We are all rugged individualists and accustomed to living alone. It is a miracle we have all gotten on so well for nearly two weeks—far in excess of the three days when house guests and fish are said to begin stinking.
Lone Heron has begun receiving emails from her bodyworking clientele in Georgia, asking when she will return. They say they need her. She says she will go back on Monday, but only time will tell. It took me years of ambivalence until symptoms of homesickness for West Texas began to appear. This life takes some getting used to… I cannot expect more, so I am taking it slow.
Yesterday I signed the revised documents for the Estrella Vista Trust before a notary.
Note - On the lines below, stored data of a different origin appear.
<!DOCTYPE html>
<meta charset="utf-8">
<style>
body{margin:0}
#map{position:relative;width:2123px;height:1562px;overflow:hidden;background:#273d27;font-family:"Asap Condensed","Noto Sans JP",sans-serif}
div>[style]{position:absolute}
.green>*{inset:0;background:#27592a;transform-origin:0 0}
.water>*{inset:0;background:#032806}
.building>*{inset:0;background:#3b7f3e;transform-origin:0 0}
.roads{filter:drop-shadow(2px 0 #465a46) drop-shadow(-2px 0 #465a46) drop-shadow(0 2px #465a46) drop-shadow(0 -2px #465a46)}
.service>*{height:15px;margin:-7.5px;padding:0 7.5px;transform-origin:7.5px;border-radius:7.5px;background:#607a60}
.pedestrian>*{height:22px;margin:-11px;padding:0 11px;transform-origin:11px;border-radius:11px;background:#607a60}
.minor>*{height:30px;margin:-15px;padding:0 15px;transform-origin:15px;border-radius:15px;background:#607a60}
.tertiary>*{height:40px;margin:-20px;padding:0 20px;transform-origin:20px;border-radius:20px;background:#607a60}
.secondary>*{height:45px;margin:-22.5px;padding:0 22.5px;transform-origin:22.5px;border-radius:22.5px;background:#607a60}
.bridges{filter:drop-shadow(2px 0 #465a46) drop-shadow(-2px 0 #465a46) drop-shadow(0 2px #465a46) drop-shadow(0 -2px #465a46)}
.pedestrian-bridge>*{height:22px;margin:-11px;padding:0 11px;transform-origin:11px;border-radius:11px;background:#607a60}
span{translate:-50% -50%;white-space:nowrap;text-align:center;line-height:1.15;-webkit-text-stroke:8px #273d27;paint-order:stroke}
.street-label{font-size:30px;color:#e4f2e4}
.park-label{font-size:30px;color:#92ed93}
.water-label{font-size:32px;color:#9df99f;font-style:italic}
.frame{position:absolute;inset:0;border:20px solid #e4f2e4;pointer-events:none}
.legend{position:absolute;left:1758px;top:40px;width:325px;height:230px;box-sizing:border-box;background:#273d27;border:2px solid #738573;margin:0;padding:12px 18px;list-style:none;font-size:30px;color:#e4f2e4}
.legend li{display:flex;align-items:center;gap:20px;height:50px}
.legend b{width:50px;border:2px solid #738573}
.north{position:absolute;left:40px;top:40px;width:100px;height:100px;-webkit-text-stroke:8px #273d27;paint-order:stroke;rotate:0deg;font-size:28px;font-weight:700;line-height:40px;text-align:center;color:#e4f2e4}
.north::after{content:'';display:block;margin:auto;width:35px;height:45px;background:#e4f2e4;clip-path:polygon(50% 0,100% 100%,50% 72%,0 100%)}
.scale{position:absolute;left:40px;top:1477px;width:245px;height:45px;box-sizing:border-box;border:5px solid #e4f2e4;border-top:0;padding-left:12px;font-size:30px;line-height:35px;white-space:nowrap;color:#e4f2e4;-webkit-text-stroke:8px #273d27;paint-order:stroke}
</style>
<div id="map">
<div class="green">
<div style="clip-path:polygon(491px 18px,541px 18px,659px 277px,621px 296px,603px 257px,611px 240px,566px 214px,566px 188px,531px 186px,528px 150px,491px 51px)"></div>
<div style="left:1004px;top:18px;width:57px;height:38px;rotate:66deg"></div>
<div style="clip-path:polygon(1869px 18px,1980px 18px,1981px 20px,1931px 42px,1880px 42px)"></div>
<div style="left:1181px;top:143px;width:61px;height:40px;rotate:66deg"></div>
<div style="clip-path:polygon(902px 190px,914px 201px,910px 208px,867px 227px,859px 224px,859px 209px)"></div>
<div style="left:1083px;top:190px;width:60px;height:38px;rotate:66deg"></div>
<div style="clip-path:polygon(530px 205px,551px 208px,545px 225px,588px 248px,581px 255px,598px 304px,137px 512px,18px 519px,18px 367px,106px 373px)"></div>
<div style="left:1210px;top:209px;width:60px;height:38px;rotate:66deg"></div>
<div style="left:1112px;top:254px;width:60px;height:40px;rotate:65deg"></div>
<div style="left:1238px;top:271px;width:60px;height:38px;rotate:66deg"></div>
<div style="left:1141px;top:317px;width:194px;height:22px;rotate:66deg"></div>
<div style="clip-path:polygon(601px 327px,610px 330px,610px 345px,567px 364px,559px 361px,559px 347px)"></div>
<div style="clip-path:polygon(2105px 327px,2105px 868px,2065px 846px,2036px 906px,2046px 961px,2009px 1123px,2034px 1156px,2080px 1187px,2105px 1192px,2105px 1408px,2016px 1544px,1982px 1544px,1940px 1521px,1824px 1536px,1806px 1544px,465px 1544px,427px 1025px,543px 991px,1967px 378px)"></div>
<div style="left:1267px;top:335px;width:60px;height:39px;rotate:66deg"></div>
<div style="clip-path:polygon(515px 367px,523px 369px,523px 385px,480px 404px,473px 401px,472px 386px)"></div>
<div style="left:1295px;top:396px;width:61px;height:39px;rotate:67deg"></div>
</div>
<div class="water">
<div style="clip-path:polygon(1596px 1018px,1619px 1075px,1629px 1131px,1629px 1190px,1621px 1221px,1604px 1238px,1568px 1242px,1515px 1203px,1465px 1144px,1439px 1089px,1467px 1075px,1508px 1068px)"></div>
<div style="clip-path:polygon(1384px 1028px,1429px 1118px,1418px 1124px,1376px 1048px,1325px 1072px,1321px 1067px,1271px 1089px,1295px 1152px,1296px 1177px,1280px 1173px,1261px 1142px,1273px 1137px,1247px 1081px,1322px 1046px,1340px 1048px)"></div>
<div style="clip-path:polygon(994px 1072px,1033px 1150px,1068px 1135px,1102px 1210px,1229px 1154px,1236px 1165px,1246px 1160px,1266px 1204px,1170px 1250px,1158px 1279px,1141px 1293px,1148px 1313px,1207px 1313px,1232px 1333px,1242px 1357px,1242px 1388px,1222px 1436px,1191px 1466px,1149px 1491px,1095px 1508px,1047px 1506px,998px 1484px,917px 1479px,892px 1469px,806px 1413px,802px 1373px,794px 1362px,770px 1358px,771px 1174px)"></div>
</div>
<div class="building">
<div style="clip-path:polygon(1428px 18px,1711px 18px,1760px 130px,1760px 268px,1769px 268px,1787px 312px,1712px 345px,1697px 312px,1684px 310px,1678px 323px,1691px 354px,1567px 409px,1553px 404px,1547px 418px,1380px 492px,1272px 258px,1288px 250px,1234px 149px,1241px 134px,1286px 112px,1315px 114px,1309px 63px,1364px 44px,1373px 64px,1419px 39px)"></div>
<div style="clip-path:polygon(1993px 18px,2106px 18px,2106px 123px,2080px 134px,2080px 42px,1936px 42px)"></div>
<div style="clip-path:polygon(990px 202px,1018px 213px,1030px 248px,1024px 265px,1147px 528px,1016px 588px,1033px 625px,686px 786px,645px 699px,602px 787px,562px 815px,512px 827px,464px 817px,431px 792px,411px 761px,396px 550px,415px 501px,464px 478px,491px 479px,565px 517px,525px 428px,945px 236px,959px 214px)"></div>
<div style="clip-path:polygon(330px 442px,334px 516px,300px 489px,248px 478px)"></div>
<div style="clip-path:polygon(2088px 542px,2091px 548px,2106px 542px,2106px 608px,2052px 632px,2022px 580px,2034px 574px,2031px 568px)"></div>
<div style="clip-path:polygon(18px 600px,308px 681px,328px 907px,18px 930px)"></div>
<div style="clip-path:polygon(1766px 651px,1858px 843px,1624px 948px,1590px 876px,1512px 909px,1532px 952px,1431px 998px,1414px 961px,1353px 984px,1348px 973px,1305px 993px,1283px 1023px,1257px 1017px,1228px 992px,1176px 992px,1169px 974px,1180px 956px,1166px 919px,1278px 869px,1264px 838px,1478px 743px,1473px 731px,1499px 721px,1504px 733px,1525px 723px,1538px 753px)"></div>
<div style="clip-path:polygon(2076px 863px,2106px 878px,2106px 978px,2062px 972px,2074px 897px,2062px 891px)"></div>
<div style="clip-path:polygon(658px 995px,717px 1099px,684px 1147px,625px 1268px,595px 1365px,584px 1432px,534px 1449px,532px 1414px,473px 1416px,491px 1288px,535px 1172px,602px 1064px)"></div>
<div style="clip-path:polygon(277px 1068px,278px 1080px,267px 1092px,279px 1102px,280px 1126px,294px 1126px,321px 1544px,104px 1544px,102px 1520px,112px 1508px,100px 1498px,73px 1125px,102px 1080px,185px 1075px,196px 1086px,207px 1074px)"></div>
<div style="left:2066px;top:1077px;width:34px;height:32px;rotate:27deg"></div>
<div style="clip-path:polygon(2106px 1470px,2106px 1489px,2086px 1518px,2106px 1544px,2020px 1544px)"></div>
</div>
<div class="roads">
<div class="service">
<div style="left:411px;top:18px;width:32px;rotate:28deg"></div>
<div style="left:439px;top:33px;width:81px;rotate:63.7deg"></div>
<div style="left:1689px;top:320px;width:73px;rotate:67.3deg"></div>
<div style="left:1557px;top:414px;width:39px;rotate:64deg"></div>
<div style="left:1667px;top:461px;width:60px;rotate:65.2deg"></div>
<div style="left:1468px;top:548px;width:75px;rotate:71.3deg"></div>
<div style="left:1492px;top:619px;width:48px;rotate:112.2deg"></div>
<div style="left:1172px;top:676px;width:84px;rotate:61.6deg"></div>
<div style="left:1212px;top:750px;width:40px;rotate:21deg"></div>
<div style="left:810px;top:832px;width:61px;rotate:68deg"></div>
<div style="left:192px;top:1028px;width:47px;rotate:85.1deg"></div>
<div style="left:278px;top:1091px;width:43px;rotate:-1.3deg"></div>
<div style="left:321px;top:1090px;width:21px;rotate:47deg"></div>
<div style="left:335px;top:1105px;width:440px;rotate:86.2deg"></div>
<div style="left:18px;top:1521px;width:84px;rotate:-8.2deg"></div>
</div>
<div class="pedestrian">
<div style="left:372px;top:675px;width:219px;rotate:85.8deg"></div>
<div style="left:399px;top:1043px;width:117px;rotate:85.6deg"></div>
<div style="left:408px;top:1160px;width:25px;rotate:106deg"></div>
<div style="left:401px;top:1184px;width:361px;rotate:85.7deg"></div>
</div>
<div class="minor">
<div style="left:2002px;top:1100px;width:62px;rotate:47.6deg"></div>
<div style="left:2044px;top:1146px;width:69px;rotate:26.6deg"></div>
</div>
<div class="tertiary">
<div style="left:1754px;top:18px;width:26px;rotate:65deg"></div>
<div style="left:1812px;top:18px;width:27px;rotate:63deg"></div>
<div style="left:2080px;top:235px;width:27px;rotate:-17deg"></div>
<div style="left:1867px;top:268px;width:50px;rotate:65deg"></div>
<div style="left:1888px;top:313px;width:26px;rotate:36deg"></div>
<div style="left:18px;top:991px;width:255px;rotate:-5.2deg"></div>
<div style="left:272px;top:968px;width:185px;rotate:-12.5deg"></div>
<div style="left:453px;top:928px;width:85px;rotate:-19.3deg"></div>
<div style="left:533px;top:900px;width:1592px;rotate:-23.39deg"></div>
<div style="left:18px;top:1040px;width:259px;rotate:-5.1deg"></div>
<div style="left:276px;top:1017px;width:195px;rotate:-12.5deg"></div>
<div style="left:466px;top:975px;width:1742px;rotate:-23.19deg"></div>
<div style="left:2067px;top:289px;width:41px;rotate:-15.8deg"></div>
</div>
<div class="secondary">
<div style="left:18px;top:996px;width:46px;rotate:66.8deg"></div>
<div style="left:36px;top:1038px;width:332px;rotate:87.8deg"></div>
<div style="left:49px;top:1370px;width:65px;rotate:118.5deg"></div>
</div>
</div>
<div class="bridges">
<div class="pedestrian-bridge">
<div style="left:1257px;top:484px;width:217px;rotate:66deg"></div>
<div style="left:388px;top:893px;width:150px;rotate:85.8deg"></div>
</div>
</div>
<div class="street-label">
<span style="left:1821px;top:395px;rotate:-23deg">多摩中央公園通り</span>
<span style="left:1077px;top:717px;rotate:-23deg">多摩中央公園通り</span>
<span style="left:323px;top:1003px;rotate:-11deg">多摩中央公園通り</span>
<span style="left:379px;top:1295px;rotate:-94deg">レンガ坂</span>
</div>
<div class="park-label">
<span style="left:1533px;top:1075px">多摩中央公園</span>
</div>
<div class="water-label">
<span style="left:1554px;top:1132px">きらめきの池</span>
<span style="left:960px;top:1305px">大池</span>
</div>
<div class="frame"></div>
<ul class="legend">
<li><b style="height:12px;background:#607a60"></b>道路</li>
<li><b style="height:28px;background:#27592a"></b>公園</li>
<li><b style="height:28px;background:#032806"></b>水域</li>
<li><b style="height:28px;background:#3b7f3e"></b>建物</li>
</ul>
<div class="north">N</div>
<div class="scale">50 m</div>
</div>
They establish Lone Heron and Alex as two of the four successor trustees of the property after I die (with my son Henry and Nathan Ybanez as the remaining two), and both Alex and Lone Heron were witnesses.
I can tell that already Lone Heron is experiencing second thoughts: “What have I gotten into?” Alex is experiencing none—but then, he is young and has no idea what the future will bring. Lone Heron, on the other hand, is reluctant to admit that she will some day give up the life she has worked so hard to establish.
Today we are breaking up again. Alex and I are driving to Alpine and taking in the annual “Gem and Minerals Show” (no cover), which he is quite excited about. Lone Heron is remaining behind to visit Whitebear and his wife Julie, her future neighbors. Tonight we will compare notes, and hopefully neither will have more second thoughts than already exist.